>>

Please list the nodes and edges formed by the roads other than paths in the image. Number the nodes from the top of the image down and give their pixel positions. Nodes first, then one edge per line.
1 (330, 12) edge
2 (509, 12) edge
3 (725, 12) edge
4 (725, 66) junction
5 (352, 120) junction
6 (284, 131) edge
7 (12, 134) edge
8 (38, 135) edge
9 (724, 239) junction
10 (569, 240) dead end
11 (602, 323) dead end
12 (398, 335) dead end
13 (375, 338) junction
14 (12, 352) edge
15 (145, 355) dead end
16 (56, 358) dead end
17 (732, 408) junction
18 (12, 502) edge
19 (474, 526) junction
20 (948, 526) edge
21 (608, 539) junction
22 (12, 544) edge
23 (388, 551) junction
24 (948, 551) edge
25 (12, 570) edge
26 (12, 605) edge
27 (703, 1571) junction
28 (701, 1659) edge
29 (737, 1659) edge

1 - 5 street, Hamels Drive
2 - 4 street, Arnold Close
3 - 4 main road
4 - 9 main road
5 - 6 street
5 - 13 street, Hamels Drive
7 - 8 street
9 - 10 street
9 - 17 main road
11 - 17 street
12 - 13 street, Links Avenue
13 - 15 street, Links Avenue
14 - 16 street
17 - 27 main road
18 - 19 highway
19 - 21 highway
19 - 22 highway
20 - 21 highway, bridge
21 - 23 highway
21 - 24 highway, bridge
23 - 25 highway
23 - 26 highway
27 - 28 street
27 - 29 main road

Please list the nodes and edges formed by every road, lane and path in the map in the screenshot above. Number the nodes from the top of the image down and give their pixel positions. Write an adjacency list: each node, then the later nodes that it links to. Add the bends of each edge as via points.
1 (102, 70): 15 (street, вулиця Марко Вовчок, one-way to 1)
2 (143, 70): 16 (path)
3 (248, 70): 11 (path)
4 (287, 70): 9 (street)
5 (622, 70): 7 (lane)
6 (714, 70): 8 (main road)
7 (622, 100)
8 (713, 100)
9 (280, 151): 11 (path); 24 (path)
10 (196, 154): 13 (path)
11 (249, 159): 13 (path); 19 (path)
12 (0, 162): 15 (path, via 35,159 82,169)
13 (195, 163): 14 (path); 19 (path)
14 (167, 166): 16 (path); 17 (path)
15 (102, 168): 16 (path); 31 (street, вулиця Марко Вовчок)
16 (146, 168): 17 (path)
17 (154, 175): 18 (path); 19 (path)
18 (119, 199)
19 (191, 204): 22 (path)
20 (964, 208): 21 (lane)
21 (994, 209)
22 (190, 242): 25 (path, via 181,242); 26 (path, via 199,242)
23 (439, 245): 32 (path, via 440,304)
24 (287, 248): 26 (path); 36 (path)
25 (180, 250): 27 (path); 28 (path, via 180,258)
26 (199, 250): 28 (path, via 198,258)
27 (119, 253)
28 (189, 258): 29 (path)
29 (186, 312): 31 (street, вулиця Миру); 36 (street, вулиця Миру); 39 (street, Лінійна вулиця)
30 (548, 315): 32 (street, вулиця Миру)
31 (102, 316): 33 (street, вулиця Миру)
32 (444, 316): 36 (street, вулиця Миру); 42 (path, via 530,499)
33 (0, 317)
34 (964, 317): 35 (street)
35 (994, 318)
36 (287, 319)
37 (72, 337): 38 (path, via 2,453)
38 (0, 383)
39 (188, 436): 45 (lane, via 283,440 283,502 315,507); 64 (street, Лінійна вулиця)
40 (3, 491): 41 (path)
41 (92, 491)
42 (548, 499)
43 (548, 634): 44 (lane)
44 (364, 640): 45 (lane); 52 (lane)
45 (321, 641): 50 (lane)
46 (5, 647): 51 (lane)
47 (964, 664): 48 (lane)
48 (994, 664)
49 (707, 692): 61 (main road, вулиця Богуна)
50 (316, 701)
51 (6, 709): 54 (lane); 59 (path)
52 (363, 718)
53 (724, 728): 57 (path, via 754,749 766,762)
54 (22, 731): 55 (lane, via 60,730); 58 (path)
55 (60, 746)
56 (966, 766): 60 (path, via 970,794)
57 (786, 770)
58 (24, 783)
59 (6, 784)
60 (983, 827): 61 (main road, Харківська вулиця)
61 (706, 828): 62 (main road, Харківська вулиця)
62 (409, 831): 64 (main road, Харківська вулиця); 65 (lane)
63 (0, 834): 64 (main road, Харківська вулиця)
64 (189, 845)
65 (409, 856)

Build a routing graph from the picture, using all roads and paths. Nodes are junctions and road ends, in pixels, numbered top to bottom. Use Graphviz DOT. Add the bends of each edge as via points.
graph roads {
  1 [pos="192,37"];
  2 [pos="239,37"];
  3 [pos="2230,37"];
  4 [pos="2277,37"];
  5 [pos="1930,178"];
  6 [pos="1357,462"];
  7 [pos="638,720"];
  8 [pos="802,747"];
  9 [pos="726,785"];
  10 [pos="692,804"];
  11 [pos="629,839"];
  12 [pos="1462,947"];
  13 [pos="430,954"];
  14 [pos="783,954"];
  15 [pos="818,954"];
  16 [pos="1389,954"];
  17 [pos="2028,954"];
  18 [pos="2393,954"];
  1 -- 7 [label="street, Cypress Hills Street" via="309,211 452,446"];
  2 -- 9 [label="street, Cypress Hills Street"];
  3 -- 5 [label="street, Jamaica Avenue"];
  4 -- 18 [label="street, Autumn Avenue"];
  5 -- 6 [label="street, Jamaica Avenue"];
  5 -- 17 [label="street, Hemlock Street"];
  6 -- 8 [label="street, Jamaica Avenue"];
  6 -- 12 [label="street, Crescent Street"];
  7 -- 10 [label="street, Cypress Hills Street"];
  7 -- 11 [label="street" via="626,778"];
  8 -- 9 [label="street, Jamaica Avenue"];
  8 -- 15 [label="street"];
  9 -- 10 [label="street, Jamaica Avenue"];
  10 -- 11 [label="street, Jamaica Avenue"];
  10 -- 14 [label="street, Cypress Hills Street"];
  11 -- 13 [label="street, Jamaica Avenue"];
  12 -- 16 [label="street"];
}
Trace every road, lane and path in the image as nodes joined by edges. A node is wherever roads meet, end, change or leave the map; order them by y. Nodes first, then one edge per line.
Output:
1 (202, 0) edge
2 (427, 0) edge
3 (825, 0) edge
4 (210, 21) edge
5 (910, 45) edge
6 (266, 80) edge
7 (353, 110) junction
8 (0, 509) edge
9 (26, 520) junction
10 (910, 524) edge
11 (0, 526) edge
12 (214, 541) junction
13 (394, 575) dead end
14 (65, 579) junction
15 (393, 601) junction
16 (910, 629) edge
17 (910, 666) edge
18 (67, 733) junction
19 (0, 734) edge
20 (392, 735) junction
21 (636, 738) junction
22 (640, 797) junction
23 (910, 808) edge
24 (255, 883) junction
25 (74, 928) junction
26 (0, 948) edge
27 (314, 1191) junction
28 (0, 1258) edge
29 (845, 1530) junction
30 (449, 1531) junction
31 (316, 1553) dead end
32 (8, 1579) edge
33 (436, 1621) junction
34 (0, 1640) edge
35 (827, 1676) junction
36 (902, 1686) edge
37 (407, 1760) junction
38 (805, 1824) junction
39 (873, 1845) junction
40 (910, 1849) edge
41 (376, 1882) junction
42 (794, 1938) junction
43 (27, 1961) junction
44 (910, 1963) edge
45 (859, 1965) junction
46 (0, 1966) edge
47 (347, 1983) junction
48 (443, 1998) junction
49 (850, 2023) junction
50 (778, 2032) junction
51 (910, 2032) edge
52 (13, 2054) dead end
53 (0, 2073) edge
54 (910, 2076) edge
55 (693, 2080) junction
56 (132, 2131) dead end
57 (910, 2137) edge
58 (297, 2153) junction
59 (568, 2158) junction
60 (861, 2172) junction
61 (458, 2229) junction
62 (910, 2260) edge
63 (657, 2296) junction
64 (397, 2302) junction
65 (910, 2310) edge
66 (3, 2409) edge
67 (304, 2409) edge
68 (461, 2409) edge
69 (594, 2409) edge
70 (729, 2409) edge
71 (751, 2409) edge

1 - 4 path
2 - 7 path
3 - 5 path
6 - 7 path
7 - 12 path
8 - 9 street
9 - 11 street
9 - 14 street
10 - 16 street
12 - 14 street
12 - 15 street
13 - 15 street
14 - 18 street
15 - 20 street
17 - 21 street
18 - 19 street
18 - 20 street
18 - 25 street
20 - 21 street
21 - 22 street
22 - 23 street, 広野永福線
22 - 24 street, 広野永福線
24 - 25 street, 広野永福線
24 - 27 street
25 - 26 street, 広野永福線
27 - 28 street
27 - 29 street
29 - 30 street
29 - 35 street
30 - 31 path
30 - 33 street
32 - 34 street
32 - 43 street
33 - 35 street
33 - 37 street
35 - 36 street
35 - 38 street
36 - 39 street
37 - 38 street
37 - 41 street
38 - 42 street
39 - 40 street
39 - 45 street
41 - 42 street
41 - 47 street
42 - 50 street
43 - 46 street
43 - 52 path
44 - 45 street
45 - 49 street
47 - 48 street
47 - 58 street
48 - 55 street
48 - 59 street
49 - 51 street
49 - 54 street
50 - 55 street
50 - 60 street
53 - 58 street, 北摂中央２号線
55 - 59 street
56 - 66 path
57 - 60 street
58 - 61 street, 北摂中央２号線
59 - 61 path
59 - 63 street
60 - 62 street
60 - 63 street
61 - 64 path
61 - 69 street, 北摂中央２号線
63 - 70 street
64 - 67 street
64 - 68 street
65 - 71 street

<<

#### To do:
Every line above that holds the string "Hamels" counts once; give the total and nothing more.

#### Exercise solution:
2